As the guitar solo comes wailing in, TOPHER staggers for a moment on the edge of the roof, air-strumming the bottle. Abruptly, he pitches over the edge and vanishes. After a stunned second:
YOUNG ERIC
Shit!
KIMMY
(almost crying)
Is he hurt? Is he hurt?
YOUNG ERIC
Topher, man? You all right?
YOUNG TOPHER
(weakly; offscreen)
It was all great, except the last little bit. But I think I spilled some of my Bacardi.
YOUNG BRENT
(relieved)
You are such an asshole, man!
YOUNG ERIC
Are you sure you’re okay?
As ERIC begins climbing down from the roof, TOPHER suddenly sits up.
YOUNG TOPHER
Shit!
(fumbles in pockets)
If those fuckers get lost…
(finds what he’s looking for)
Ah. Far out.
YOUNG ERIC
Don’t do shit like that, man.
YOUNG TOPHER
I fucking thought I smashed these or something.
YOUNG ERIC
Smashed what?
YOUNG TOPHER
Let’s go in, man, put on some more tunes — I’ll show you. It’s a surprise…
As Roxy Music plays out, we DISSOLVE TO:
EXT. — ERIC’S MOTEL – NIGHT
Just to establish the transition, we see the outside of a mid-grade side-of-the-road motel. We move in on ERIC’S room.
INT. — ERIC’S MOTEL – NIGHT
ADULT ERIC is sleeping. We move in on his face, lips moving a little, hear his voice in a dreaming whisper:
ERIC
Topher, don’t…
CUT TO: Quick FLASH of TOPHER’s distorted current face coming out of shadow, as though it were in ERIC’s room.
ERIC wakes up, gasping, but there’s nothing in the room but a little light from the streetlights leaking through the curtain. ERIC lets his head fall back, then we hear a faint noise. ERIC sits up: he hears it. It’s someone CRYING.

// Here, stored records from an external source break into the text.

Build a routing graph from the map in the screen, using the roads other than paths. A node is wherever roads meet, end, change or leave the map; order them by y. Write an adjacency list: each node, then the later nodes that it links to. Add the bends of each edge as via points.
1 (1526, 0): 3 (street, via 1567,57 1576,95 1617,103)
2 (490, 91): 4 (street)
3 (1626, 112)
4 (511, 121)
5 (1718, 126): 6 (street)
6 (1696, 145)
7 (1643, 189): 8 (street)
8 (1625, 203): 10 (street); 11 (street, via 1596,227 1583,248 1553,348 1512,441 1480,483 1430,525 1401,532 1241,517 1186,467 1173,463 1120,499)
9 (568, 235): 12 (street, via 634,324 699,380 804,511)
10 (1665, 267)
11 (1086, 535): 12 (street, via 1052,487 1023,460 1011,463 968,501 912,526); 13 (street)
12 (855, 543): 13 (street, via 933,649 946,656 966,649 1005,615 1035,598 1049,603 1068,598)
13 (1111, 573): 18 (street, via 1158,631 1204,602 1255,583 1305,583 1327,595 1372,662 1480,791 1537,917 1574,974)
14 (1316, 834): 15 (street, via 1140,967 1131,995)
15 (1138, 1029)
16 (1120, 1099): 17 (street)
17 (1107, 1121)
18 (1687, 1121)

Looking really disturbed, ERIC glances at the digital clock, which reads 3:17. We hear the crying a little louder — a woman’s voice, a hopeless, quiet weeping. ERIC stands up by the bed, turning his head slowly, locating the source of the sound. It’s more upsetting to him than us, because he RECOGNIZES it.

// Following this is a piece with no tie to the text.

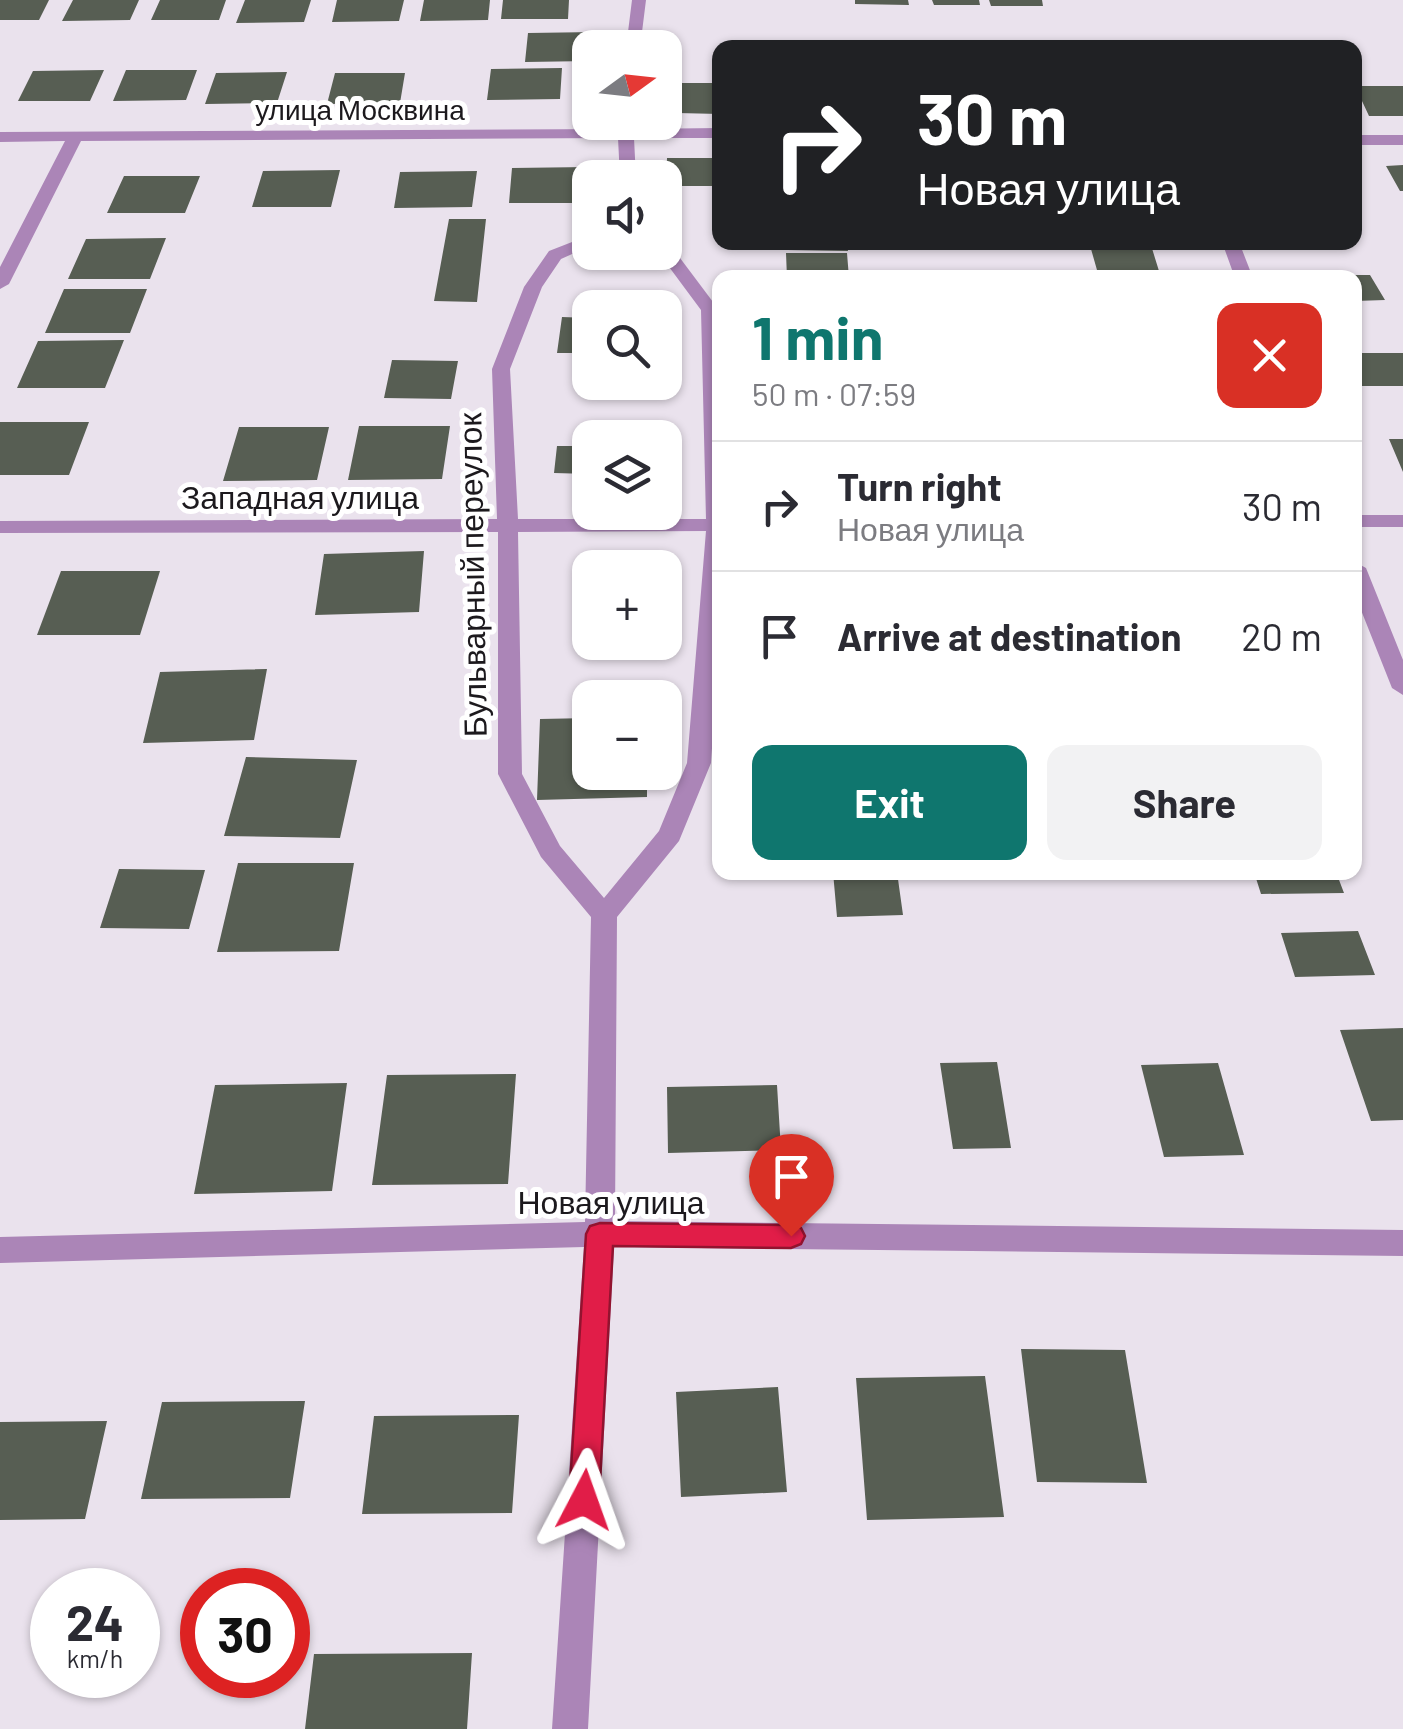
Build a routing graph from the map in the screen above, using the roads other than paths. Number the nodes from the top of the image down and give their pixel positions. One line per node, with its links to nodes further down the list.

ERIC moves slowly across the dark room toward the bathroom door, which is closed. He slowly leans his head against the door and we hear the crying louder. He looks terrified. The crying gets louder.
ERIC
K-K-Ki… Kimmy?
The crying continues, a little more frightened and miserable now.
ERIC
Kimmy, is… is that you?
KIMMY
(tiny, whispery voice)
I’m so scared.
ERIC, hands shaking violently, tries the door. It’s locked.
ERIC
Kimmy, let me in.
KIMMY
I’m… scared. Eric, where is everyone? What’s happening?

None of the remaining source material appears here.